I’ve watched the first two episodes, and I’ll keep watching as it’s on at a good “background” timeslot, but it’s certainly not great food TV, reality TV, or MPW.

Marco’s Kitchen Burnout is on Lifestyle Food, Sundays at 5.30pm.

6 comments to Food TV – Marco’s Kitchen Burnout

  • MPW is going to be in Australia next week for continental stock. Am trying not to judge!

  • Oh dear! I knew he was shilling packaged food in the UK, and an American tweeter told me that he’s into advertising over there, too. I was just relieved that he hadn’t hit our commercials here. Ah, well! He does love cooking with his HP sauces and ketchups, though, so… I am trying to reconcile my mad Marco love with this. Sob.

  • So did they ever find the the herbs?

    I think he’s shilling for Knorr now, which, in the grand scheme of things, could be worse. Weight Watchers dinners come to mind.

    I’d love for us to get some of his tv over here, especially as the Cooking Channel prides itself on being for “foodies” (god, can’t we come up with another word?). I have mad love for Ramsay and would love to see another chef lose his mind on weekly tv.

  • Funnily enough, the dish wasn’t meant to have herbs! Perhaps it was a deliberate call-back to his last season of Hell’s Kitchen where he harangued poor Linda Evans (yes! Crystal Carrington) who was working the crab station with a chorus of “Crab, crab, crab, crab, where’s my crab? I’m waiting for my toast, toast, toast, toast. How long for my crab? How long for my crab? Run, run, run, run, come on!”.

    In some respects, I don’t mind that he shills some processed stuff. Unlike a lot of other chefs, he actually celebrates some pretty trashy ingredients in his cooking (HP Sauce springs to mind) so I believe he probably would crack a stock cube quite happily. Most of the chefs who are in our faces promoting processed foods can also be found on their shows being all “from scratch”, so that jars.

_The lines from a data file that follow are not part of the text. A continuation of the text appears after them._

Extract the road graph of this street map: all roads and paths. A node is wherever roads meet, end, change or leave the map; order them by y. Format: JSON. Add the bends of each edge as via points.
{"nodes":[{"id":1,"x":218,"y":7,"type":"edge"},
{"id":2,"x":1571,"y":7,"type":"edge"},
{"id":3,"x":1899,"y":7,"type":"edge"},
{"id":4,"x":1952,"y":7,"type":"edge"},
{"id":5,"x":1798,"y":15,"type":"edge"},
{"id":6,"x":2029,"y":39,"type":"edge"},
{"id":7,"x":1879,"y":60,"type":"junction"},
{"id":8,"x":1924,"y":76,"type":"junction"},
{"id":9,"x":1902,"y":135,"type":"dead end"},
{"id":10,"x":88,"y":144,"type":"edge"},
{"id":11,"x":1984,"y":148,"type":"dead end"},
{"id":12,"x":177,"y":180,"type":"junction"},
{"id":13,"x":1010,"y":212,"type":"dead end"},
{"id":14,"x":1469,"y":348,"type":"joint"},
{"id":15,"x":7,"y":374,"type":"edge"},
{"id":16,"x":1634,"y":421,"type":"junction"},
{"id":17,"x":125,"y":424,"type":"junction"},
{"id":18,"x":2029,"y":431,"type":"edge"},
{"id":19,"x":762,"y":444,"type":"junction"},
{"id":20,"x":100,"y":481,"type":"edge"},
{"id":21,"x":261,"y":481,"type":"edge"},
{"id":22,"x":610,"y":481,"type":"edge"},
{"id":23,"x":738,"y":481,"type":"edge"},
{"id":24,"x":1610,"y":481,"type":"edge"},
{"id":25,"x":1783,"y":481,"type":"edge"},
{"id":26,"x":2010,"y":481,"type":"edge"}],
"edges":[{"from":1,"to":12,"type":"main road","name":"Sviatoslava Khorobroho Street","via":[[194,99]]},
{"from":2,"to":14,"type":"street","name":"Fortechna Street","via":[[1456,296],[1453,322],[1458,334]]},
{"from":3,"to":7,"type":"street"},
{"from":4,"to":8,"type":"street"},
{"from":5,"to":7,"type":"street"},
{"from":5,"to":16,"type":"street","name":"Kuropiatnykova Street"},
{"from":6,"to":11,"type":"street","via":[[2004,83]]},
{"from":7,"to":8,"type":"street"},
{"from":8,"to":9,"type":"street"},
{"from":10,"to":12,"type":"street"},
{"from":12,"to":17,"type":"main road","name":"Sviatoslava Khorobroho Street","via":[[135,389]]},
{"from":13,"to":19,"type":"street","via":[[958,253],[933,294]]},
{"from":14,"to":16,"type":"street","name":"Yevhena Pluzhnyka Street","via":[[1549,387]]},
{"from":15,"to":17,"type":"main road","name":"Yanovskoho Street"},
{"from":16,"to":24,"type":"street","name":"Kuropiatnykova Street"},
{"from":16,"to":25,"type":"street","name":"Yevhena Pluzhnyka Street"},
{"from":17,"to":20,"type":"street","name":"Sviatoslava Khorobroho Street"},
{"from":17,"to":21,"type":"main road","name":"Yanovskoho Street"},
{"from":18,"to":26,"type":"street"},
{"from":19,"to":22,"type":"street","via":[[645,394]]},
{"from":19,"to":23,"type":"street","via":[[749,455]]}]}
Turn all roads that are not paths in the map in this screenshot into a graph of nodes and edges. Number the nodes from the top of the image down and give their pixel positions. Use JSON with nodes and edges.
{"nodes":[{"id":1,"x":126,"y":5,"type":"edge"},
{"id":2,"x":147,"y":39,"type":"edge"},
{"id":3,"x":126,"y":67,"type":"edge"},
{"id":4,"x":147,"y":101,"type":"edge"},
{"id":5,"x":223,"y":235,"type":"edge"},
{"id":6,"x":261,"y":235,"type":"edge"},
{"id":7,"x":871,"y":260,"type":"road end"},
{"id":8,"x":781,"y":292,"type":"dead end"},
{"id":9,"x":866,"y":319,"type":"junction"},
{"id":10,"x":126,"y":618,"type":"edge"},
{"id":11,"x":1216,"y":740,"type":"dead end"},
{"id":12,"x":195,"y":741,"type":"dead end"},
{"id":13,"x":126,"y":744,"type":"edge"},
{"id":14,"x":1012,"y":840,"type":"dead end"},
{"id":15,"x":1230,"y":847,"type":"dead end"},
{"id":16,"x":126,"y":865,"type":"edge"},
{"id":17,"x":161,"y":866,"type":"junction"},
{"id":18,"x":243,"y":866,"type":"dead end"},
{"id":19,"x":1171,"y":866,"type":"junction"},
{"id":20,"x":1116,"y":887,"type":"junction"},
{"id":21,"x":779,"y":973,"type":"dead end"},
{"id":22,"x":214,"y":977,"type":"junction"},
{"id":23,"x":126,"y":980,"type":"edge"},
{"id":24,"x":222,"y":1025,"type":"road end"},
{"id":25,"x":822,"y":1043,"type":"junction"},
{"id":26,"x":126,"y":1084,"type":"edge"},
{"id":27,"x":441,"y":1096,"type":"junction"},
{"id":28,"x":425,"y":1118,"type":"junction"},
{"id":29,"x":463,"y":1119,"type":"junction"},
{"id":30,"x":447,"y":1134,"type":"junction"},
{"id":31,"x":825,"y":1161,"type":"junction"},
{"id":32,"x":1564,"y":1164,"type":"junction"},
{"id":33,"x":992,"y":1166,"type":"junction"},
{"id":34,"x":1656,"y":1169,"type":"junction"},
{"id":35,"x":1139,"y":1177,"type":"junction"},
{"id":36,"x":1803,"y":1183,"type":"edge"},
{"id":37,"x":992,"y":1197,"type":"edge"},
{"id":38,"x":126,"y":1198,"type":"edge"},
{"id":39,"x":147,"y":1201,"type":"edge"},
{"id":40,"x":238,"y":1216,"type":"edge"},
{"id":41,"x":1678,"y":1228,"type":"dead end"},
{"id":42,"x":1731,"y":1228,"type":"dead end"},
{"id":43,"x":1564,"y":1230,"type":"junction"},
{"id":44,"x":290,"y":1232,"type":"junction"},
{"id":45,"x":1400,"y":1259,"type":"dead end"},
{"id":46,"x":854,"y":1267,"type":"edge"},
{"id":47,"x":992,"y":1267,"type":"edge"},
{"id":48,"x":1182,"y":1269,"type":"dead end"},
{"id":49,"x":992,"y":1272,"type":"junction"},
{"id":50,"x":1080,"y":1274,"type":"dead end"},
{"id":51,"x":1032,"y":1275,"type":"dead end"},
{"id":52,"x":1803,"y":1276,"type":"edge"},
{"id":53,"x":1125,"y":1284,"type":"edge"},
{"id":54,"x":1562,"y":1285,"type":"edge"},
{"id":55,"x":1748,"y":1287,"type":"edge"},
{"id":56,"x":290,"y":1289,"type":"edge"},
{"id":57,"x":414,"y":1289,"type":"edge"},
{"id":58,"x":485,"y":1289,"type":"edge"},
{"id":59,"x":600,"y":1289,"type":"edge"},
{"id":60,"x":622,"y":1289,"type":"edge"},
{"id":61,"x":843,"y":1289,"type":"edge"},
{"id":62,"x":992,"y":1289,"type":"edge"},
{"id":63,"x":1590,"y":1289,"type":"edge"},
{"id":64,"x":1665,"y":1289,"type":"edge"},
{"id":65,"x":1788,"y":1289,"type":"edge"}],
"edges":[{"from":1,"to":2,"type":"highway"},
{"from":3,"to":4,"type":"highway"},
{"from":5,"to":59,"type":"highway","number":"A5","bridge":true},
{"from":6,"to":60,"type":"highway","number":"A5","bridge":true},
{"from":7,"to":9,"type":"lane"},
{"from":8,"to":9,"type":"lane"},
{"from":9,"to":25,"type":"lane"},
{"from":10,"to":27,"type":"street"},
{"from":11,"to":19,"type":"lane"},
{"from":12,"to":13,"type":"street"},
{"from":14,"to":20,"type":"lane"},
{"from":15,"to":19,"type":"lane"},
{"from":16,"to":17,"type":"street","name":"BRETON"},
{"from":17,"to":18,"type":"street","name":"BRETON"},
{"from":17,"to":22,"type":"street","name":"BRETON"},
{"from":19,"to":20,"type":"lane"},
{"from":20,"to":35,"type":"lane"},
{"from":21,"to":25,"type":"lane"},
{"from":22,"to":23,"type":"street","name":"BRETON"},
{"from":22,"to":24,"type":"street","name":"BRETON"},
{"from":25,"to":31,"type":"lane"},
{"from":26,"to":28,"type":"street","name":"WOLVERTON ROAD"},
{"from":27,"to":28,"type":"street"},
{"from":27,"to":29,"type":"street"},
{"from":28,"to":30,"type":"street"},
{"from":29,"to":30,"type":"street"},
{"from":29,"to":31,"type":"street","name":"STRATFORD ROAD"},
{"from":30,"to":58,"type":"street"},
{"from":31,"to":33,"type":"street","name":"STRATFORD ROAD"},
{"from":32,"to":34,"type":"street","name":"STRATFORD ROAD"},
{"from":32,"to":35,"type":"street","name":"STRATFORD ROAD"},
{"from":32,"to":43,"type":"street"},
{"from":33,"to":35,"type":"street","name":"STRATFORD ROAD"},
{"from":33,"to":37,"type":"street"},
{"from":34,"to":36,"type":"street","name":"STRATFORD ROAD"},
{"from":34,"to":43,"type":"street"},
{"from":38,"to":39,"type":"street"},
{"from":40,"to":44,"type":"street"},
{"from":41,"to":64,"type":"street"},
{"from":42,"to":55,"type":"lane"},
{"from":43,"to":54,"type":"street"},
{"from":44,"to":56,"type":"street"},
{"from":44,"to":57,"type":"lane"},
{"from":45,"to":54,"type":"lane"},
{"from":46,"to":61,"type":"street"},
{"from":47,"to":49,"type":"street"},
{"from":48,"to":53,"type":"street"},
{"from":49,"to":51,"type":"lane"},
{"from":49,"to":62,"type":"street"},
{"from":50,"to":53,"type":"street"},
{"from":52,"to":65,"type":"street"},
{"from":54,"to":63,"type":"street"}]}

    I heartily recommend seeking out his series Great British Feast. Different beast to the Hell’s Kitchen/Burnout/Chopping Block type of show but quality Marco.

  • Awww… I love Marco.. well that’s a bit over.. and love is too strong a word.. but there’s a weird addiction I have to watching him on the TV :)
    msihua´s last post ..International Incident Gumbo Party – Mumbo Jumbo Gumbo

  • So – I haev now watched one episode of this train wreck – where are the celebs? Where is Marco’s charm? The whole repeat repeat repeat chorus gets really old realy quickly – I don’t think I can stand to watch another minute.

    Great British Feast on the other hand…. yes!